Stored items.
▼

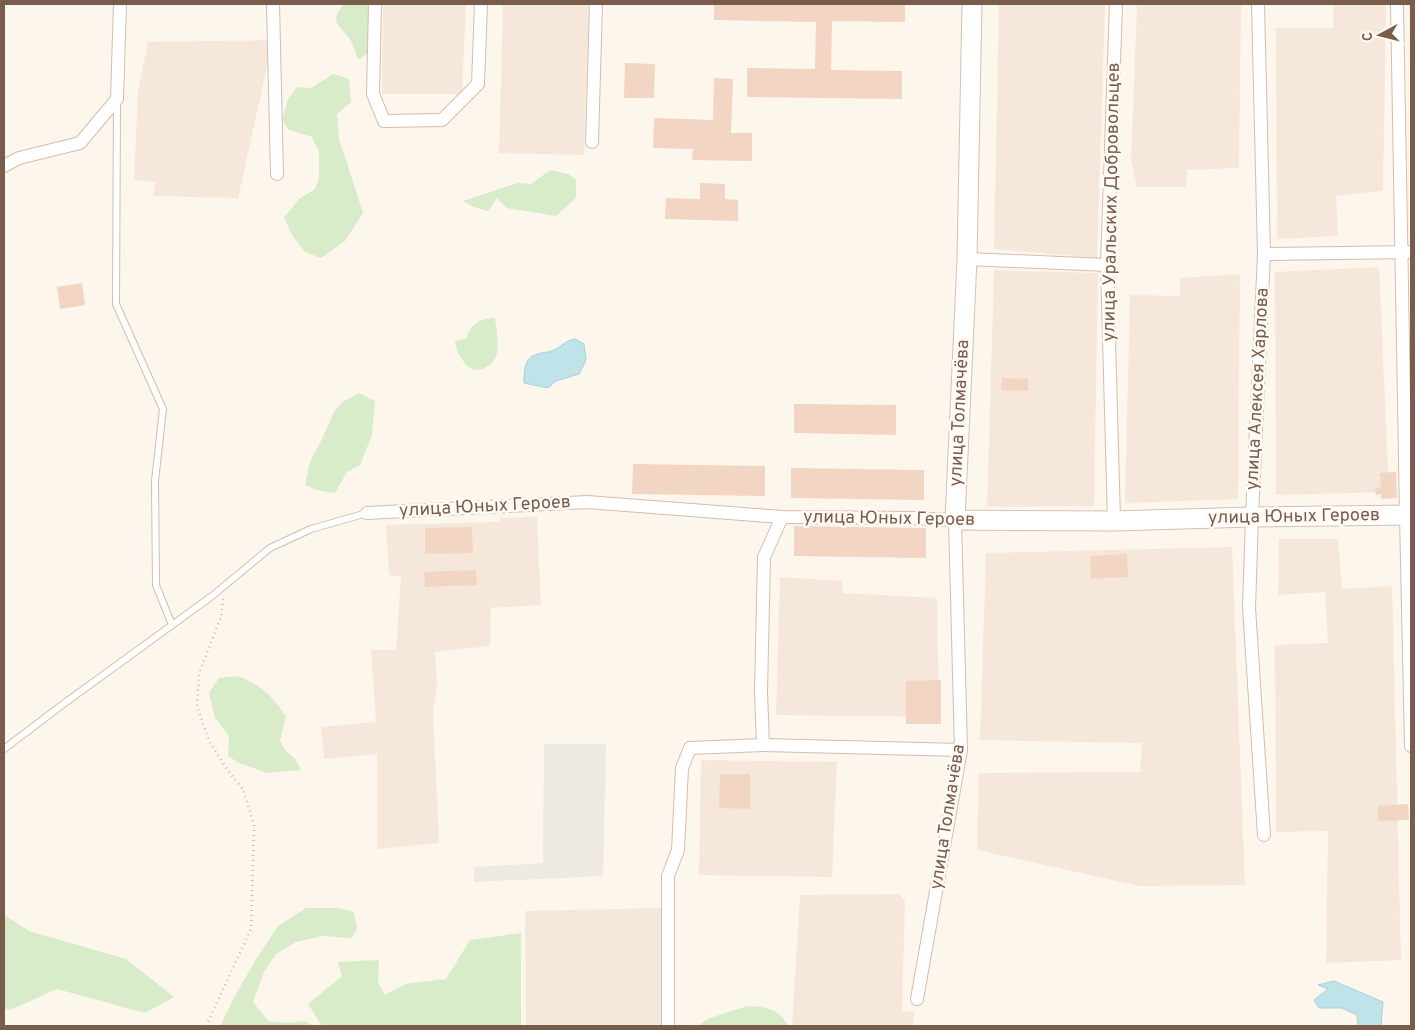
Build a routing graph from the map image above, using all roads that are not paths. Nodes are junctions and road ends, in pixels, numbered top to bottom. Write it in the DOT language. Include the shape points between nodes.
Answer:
graph roads {
  1 [pos="120,4"];
  2 [pos="273,4"];
  3 [pos="375,4"];
  4 [pos="481,4"];
  5 [pos="596,4"];
  6 [pos="972,4"];
  7 [pos="1116,4"];
  8 [pos="1258,4"];
  9 [pos="1397,4"];
  10 [pos="117,99"];
  11 [pos="592,142"];
  12 [pos="4,166"];
  13 [pos="277,174"];
  14 [pos="1406,252"];
  15 [pos="1264,254"];
  16 [pos="967,259"];
  17 [pos="1107,265"];
  18 [pos="367,513"];
  19 [pos="1408,515"];
  20 [pos="782,517"];
  21 [pos="1252,517"];
  22 [pos="955,520"];
  23 [pos="1114,521"];
  24 [pos="172,625"];
  25 [pos="763,746"];
  26 [pos="1411,746"];
  27 [pos="4,749"];
  28 [pos="961,750"];
  29 [pos="1264,835"];
  30 [pos="916,999"];
  31 [pos="668,1026"];
  1 -- 10 [label="street"];
  2 -- 13 [label="street"];
  3 -- 4 [label="street" via="372,94 384,121 442,120 478,84"];
  5 -- 11 [label="street"];
  6 -- 16 [label="street, улица Толмачёва"];
  7 -- 17 [label="street, улица Уральских Добровольцев"];
  8 -- 15 [label="street, улица Алексея Харлова"];
  9 -- 14 [label="street"];
  10 -- 12 [label="street" via="80,143 19,158"];
  10 -- 24 [label="lane" via="116,304 163,409 155,481 156,585"];
  14 -- 15 [label="street"];
  14 -- 19 [label="street"];
  15 -- 21 [label="street, улица Алексея Харлова"];
  16 -- 17 [label="street"];
  16 -- 22 [label="street, улица Толмачёва"];
  17 -- 23 [label="street, улица Уральских Добровольцев"];
  18 -- 20 [label="street, улица Юных Героев" via="587,502"];
  18 -- 24 [label="lane" via="311,529 270,548"];
  19 -- 21 [label="street, улица Юных Героев"];
  19 -- 26 [label="street"];
  20 -- 22 [label="street, улица Юных Героев"];
  20 -- 25 [label="street" via="764,558"];
  21 -- 23 [label="street, улица Юных Героев"];
  21 -- 29 [label="street, улица Алексея Харлова" via="1249,608"];
  22 -- 23 [label="street, улица Юных Героев"];
  22 -- 28 [label="street, улица Толмачёва"];
  24 -- 27 [label="lane"];
  25 -- 28 [label="street"];
  25 -- 31 [label="street" via="690,748 682,768 678,850 668,876"];
  28 -- 30 [label="street, улица Толмачёва"];
}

▲

Required action. Drop the pictures and reproduce the rest of the entries above exactly.

Task answer.
Build a routing graph from the map image above, using all roads that are not paths. Nodes are junctions and road ends, in pixels, numbered top to bottom. Write it in the DOT language. Include the shape points between nodes.
Answer:
graph roads {
  1 [pos="120,4"];
  2 [pos="273,4"];
  3 [pos="375,4"];
  4 [pos="481,4"];
  5 [pos="596,4"];
  6 [pos="972,4"];
  7 [pos="1116,4"];
  8 [pos="1258,4"];
  9 [pos="1397,4"];
  10 [pos="117,99"];
  11 [pos="592,142"];
  12 [pos="4,166"];
  13 [pos="277,174"];
  14 [pos="1406,252"];
  15 [pos="1264,254"];
  16 [pos="967,259"];
  17 [pos="1107,265"];
  18 [pos="367,513"];
  19 [pos="1408,515"];
  20 [pos="782,517"];
  21 [pos="1252,517"];
  22 [pos="955,520"];
  23 [pos="1114,521"];
  24 [pos="172,625"];
  25 [pos="763,746"];
  26 [pos="1411,746"];
  27 [pos="4,749"];
  28 [pos="961,750"];
  29 [pos="1264,835"];
  30 [pos="916,999"];
  31 [pos="668,1026"];
  1 -- 10 [label="street"];
  2 -- 13 [label="street"];
  3 -- 4 [label="street" via="372,94 384,121 442,120 478,84"];
  5 -- 11 [label="street"];
  6 -- 16 [label="street, улица Толмачёва"];
  7 -- 17 [label="street, улица Уральских Добровольцев"];
  8 -- 15 [label="street, улица Алексея Харлова"];
  9 -- 14 [label="street"];
  10 -- 12 [label="street" via="80,143 19,158"];
  10 -- 24 [label="lane" via="116,304 163,409 155,481 156,585"];
  14 -- 15 [label="street"];
  14 -- 19 [label="street"];
  15 -- 21 [label="street, улица Алексея Харлова"];
  16 -- 17 [label="street"];
  16 -- 22 [label="street, улица Толмачёва"];
  17 -- 23 [label="street, улица Уральских Добровольцев"];
  18 -- 20 [label="street, улица Юных Героев" via="587,502"];
  18 -- 24 [label="lane" via="311,529 270,548"];
  19 -- 21 [label="street, улица Юных Героев"];
  19 -- 26 [label="street"];
  20 -- 22 [label="street, улица Юных Героев"];
  20 -- 25 [label="street" via="764,558"];
  21 -- 23 [label="street, улица Юных Героев"];
  21 -- 29 [label="street, улица Алексея Харлова" via="1249,608"];
  22 -- 23 [label="street, улица Юных Героев"];
  22 -- 28 [label="street, улица Толмачёва"];
  24 -- 27 [label="lane"];
  25 -- 28 [label="street"];
  25 -- 31 [label="street" via="690,748 682,768 678,850 668,876"];
  28 -- 30 [label="street, улица Толмачёва"];
}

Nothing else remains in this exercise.